==== Provided entries

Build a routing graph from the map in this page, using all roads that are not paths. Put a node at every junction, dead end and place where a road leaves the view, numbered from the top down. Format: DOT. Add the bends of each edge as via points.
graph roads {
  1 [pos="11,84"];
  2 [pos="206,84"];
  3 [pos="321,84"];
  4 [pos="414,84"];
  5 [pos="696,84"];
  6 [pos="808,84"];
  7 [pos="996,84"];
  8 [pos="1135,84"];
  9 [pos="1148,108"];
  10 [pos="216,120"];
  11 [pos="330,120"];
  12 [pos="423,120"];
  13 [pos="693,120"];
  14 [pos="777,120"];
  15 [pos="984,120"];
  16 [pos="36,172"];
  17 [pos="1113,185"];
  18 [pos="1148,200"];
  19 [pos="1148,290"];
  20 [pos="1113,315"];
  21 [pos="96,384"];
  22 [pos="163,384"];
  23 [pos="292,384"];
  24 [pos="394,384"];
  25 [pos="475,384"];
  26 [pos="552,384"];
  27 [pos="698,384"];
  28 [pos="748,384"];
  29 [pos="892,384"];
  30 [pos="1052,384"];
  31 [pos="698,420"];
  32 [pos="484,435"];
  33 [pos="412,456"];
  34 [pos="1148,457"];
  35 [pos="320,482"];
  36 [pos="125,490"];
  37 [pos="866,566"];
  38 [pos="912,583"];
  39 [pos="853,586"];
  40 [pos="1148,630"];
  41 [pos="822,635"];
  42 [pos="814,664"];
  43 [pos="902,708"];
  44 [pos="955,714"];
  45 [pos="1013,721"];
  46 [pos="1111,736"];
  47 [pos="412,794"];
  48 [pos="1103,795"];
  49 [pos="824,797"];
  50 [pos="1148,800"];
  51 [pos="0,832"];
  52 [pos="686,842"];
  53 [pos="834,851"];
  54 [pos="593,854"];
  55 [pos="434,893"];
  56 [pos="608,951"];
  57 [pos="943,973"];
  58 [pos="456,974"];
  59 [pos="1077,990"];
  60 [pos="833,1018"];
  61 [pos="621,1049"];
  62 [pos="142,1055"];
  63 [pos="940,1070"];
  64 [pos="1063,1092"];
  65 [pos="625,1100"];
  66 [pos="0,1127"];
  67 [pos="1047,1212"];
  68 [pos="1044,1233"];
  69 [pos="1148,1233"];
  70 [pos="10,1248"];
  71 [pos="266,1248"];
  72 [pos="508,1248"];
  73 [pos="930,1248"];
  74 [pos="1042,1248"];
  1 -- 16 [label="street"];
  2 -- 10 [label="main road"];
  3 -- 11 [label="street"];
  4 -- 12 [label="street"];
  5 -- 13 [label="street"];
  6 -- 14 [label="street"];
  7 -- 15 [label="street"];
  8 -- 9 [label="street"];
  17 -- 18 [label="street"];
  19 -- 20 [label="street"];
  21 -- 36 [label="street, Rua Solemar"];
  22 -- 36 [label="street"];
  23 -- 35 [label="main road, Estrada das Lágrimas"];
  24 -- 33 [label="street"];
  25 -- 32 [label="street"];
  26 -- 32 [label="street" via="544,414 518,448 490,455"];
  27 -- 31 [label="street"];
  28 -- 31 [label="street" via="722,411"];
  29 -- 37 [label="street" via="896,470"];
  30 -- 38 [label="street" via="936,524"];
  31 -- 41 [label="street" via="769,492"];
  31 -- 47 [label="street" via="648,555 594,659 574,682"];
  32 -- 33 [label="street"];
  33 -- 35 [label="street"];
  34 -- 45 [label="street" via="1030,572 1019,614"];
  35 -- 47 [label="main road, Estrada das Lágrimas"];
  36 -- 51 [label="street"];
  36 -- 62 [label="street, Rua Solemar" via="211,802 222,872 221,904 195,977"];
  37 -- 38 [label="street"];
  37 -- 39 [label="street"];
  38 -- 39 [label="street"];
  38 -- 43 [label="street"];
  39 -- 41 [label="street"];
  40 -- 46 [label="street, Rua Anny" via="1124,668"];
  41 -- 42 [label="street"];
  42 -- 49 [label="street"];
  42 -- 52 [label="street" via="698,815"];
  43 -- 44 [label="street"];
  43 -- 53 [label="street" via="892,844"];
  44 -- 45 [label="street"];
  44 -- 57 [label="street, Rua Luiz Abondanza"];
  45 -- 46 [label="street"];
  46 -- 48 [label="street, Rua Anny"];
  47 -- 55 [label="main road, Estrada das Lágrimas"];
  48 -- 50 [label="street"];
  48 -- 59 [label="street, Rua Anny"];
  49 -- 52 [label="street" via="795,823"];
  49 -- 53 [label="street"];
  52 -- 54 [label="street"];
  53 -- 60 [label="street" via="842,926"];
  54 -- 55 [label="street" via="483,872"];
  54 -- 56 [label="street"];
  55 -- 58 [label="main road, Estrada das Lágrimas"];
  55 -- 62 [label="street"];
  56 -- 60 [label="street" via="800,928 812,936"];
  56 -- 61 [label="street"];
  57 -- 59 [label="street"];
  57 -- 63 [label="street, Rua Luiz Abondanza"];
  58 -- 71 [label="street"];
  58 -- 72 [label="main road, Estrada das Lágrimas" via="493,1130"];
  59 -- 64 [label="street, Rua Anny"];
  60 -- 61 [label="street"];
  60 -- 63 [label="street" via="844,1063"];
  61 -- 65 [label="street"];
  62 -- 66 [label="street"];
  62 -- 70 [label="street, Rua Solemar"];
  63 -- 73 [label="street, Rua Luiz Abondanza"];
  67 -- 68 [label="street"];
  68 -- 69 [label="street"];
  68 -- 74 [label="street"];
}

========

*Aim of the task*: Copy all lines above containing the string "Abondanza".

*Solution for this problem*:
  44 -- 57 [label="street, Rua Luiz Abondanza"];
  57 -- 63 [label="street, Rua Luiz Abondanza"];
  63 -- 73 [label="street, Rua Luiz Abondanza"];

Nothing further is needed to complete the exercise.